The results of the present study showed that the mRNA and protein expression levels of HIF-1α were increased in the CoCl2 treated groups, suggesting that hypoxia promoted HIF-1α expression. Further experiments showed that CT treatment protected RPE cells against the CoCl2-induced hypoxia by reducing HIF-1α mRNA and protein expression levels, suggesting that CT could inhibit HIF-1α protein accumu2lation and transcriptional activity in hypoxic RPE cells. Thus, the effects of CT on HIF-1α protein stability may be related to the inhibition of nuclear translocation of HIF-1α. It is well established that HIF-1α primarily exerts its effects through nuclear translocation (50). Under hypoxic conditions, HIF-1α is translocated to the nucleus and further activates transcription of several factors (27). Zhang et al (38) reported that CT could reduce the nuclear levels and increase the cytosolic levels of HIF-1α, which may have an effect on the stability of the HIF-1α protein.

In the present study, the decreased expression of VEGF following CT treatment may partially be due to the inhibition of HIF-1α expression, limiting binding of HIF-1α to the VEGF promoter region (51). This may partially reduce the formation of new blood vessels caused by hypoxia, thus playing a therapeutic role in wet age-related macular degeneration, which is characterized by aberrant angiogenesis (52). CT was also shown to exert a similar anti-angiogenic effect in bovine aortic endothelial cells (53) and human umbilical vein endothelial cells (54).

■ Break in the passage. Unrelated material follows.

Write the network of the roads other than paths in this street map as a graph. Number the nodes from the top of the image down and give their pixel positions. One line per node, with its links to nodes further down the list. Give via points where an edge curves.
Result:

The present study has some limitations. Although CT exerted a protective effect on cytotoxicity, apoptosis and inflammation of RPE cells induced by CoCl2, the underlying molecular mechanisms require further study. Another limitation of this study was the lack of in vivo experiments.

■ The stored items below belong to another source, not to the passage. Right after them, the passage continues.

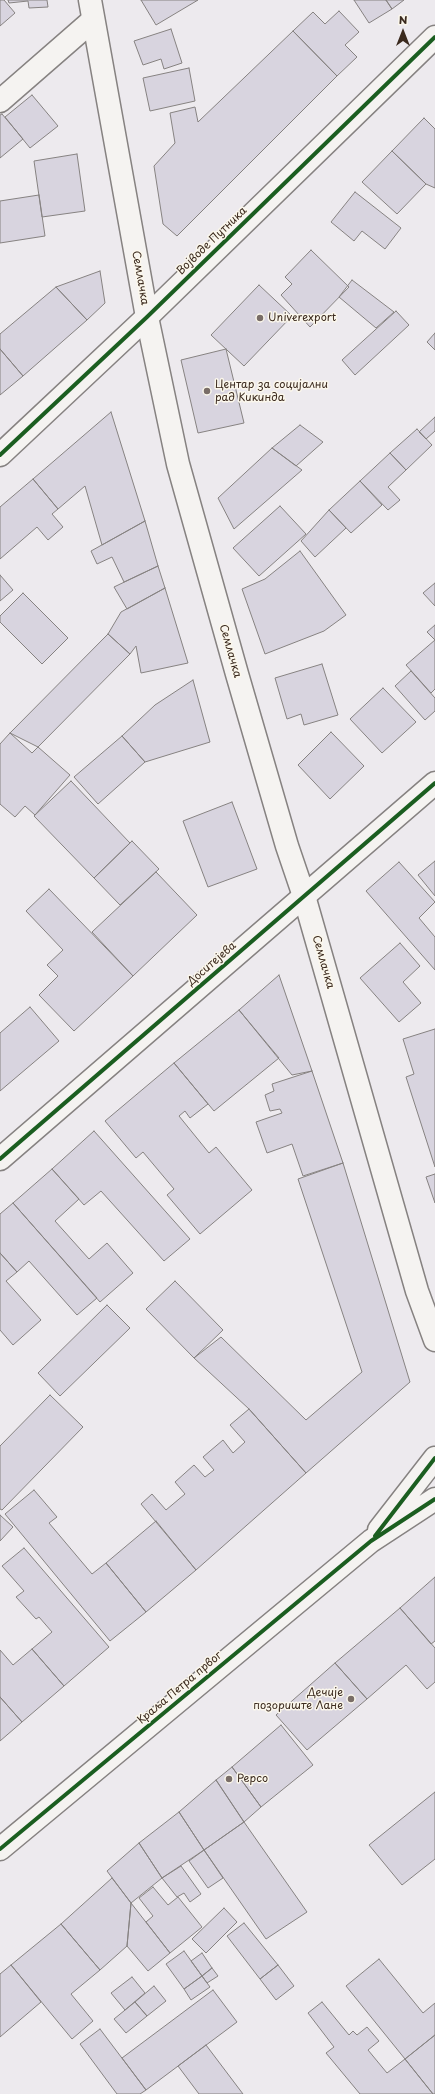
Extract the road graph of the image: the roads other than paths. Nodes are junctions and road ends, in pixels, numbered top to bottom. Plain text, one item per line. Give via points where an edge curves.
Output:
1 (91, 10) edge
2 (435, 37) edge
3 (0, 101) edge
4 (147, 317) junction
5 (0, 454) edge
6 (435, 783) edge
7 (304, 896) junction
8 (0, 1159) edge
9 (417, 1292) junction
10 (435, 1314) edge
11 (435, 1340) edge
12 (435, 1458) edge
13 (435, 1499) edge
14 (371, 1541) junction
15 (0, 1849) edge

1 - 3 street
1 - 4 street, Семлачка
2 - 4 street, Војводе Путника
4 - 5 street, Војводе Путника
4 - 7 street, Семлачка via 178,464 243,697
6 - 7 street, Доситејева
7 - 8 street, Доситејева
7 - 9 street, Семлачка
9 - 10 street, Семлачка
9 - 11 street, Семлачка
12 - 14 street, Краља Петра првог
13 - 14 street, Краља Петра првог
14 - 15 street, Краља Петра првог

In conclusion, hypoxia is closely associated with a variety of ophthalmic diseases. Neurodegenerative glaucoma is associated with fluctuations in oxygen levels, and hypoxia has been used as a model for studying multiple neurodegenerative diseases in animals (55). Diabetic retinopathy and retinopathy of prematurity are proliferative retinopathies that are characterized by retinal blood vessel ischemia, resulting in hypoxia (56). HIF-1α may directly increase angiogenesis and inflammation, both of which are involved in the progression of age-related macular degeneration, and studies have shown that specific targeting of HIF has emerged as an attractive strategy for the treatment of neovascular age-related macular degeneration (57,58).

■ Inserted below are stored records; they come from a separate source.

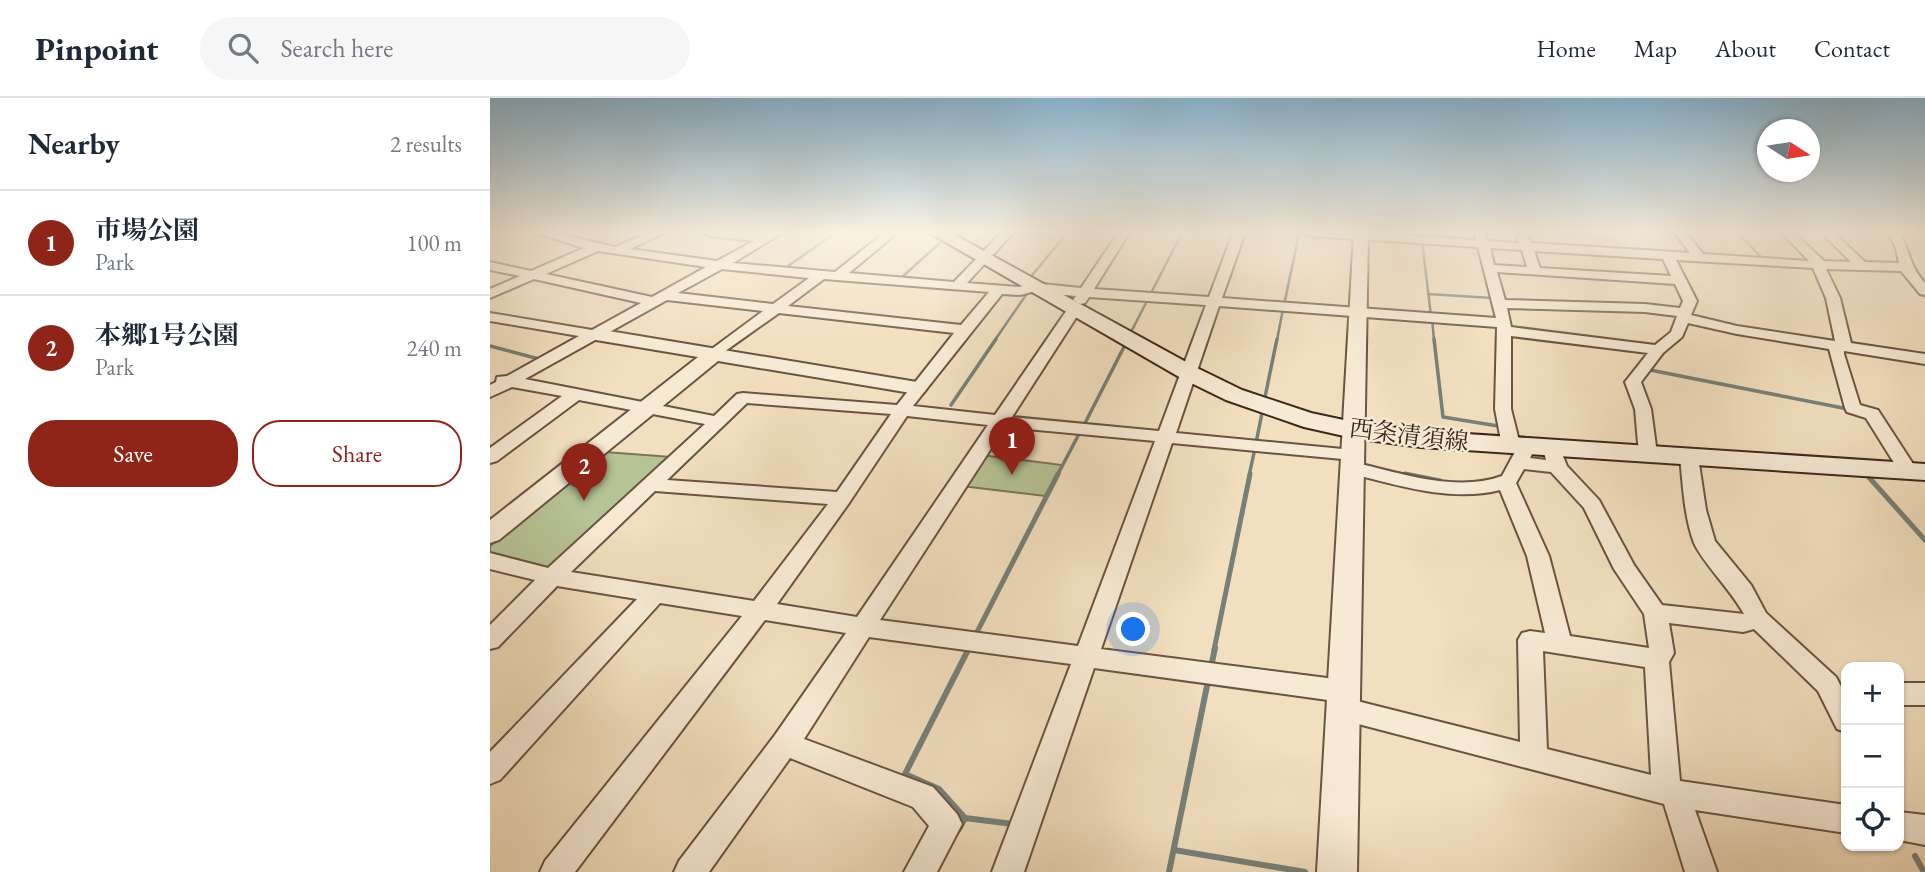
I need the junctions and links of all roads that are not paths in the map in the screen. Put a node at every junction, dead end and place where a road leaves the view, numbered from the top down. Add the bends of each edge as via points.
1 (505, 269) edge
2 (546, 269) edge
3 (716, 269) edge
4 (770, 269) edge
5 (847, 269) edge
6 (974, 269) edge
7 (1002, 269) edge
8 (1101, 269) edge
9 (1226, 269) edge
10 (1360, 269) edge
11 (1489, 269) edge
12 (1506, 269) edge
13 (1674, 269) edge
14 (1821, 269) edge
15 (1907, 269) joint
16 (1535, 271) joint
17 (1925, 274) edge
18 (532, 275) junction
19 (821, 275) junction
20 (838, 276) junction
21 (1679, 280) junction
22 (957, 286) junction
23 (1035, 288) junction
24 (999, 289) junction
25 (1925, 292) edge
26 (490, 294) edge
27 (662, 299) junction
28 (1214, 302) junction
29 (1078, 304) junction
30 (1499, 304) junction
31 (776, 309) junction
32 (1358, 312) junction
33 (1685, 316) junction
34 (490, 317) edge
35 (1505, 327) junction
36 (964, 330) junction
37 (597, 335) junction
38 (1840, 346) junction
39 (1658, 350) junction
40 (714, 354) junction
41 (1925, 359) edge
42 (1189, 373) junction
43 (498, 380) edge
44 (917, 388) junction
45 (490, 392) edge
46 (576, 394) junction
47 (647, 408) junction
48 (901, 411) junction
49 (1000, 421) junction
50 (719, 422) junction
51 (1166, 437) junction
52 (1353, 451) junction
53 (1519, 452) junction
54 (1648, 454) junction
55 (490, 457) edge
56 (1555, 457) junction
57 (1689, 457) junction
58 (1917, 471) edge
59 (1506, 482) junction
60 (651, 485) junction
61 (842, 499) junction
62 (490, 534) edge
63 (490, 561) edge
64 (552, 577) junction
65 (655, 594) junction
66 (760, 610) junction
67 (1655, 613) junction
68 (1758, 619) junction
69 (864, 627) junction
70 (490, 640) edge
71 (1560, 645) junction
72 (1086, 658) junction
73 (1656, 659) junction
74 (1904, 694) edge
75 (1925, 694) edge
76 (1840, 695) edge
77 (1343, 700) junction
78 (785, 744) junction
79 (1534, 758) junction
80 (490, 771) edge
81 (1671, 793) junction
82 (1841, 818) edge
83 (1904, 827) edge
84 (1925, 830) edge
85 (556, 872) edge
86 (690, 872) edge
87 (920, 872) edge
88 (1008, 872) edge
89 (1337, 872) edge
90 (1701, 872) edge

1 - 18 street
2 - 18 street
3 - 27 street
4 - 19 street
5 - 20 street
6 - 22 street
7 - 23 main road, 西条清須線
8 - 29 street
9 - 28 street
10 - 32 street
11 - 30 street
12 - 16 street
13 - 21 street
14 - 38 street via 1833,298
15 - 17 street
15 - 25 street
16 - 21 street
18 - 26 street
18 - 27 street
19 - 20 street
19 - 31 street
20 - 22 street
21 - 33 street via 1690,301
22 - 24 street
23 - 24 street
23 - 29 main road, 西条清須線
24 - 36 street
27 - 31 street
27 - 37 street
28 - 29 street
28 - 32 street
28 - 42 street
29 - 42 main road, 西条清須線
29 - 49 street
30 - 33 street via 1645,308
30 - 35 street
31 - 36 street
31 - 40 street
32 - 35 street
32 - 52 street
33 - 38 street via 1737,330
33 - 39 street via 1677,334
34 - 37 street
35 - 39 street
35 - 53 street via 1503,409
36 - 44 street
37 - 40 street
37 - 43 street
38 - 41 street
38 - 58 street via 1836,354 1853,408 1872,414
39 - 54 street via 1633,382 1643,409
40 - 44 street
40 - 47 street
42 - 51 street
42 - 52 main road, 西条清須線
43 - 45 street
43 - 46 street
44 - 48 street
46 - 47 street
46 - 55 street
47 - 50 street
47 - 62 street
48 - 49 street
48 - 50 street via 743,398
48 - 61 street
49 - 51 street
49 - 69 street
50 - 60 street
51 - 52 street
51 - 72 street
52 - 53 main road, 西条清須線
52 - 59 street via 1458,486 1488,488
52 - 77 street
53 - 56 main road, 西条清須線
53 - 59 street
54 - 56 main road, 西条清須線
54 - 57 main road, 西条清須線
56 - 67 street via 1592,505 1625,569
57 - 58 main road, 西条清須線
57 - 68 street via 1705,543 1743,591
59 - 71 street via 1538,556
60 - 61 street
60 - 64 street
61 - 66 street
63 - 64 street
64 - 65 street
64 - 70 street
65 - 66 street
65 - 80 street
66 - 69 street
66 - 85 street
67 - 68 street via 1743,623
67 - 73 street via 1662,653
68 - 76 street
69 - 72 street
69 - 78 street
71 - 73 street
71 - 79 street via 1530,640
72 - 77 street
72 - 88 street
73 - 81 street
74 - 75 street
77 - 79 street
77 - 89 street
78 - 86 street
78 - 87 street via 923,796 947,824
79 - 81 street
81 - 82 street
81 - 90 street
83 - 84 street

To the best of our knowledge, the present study is the first study to show that CT can protect RPE cells against hypoxia through its anti-inflammatory, anti-apoptotic and anti-VEGF effects, and CT did not exert any notable cytotoxic effects on the RPE cells at the doses used. The beneficial pharmacological effects and the apparent lack of notable side effects of CT highlight it as a novel therapeutic option for the treatment of hypoxic eye diseases.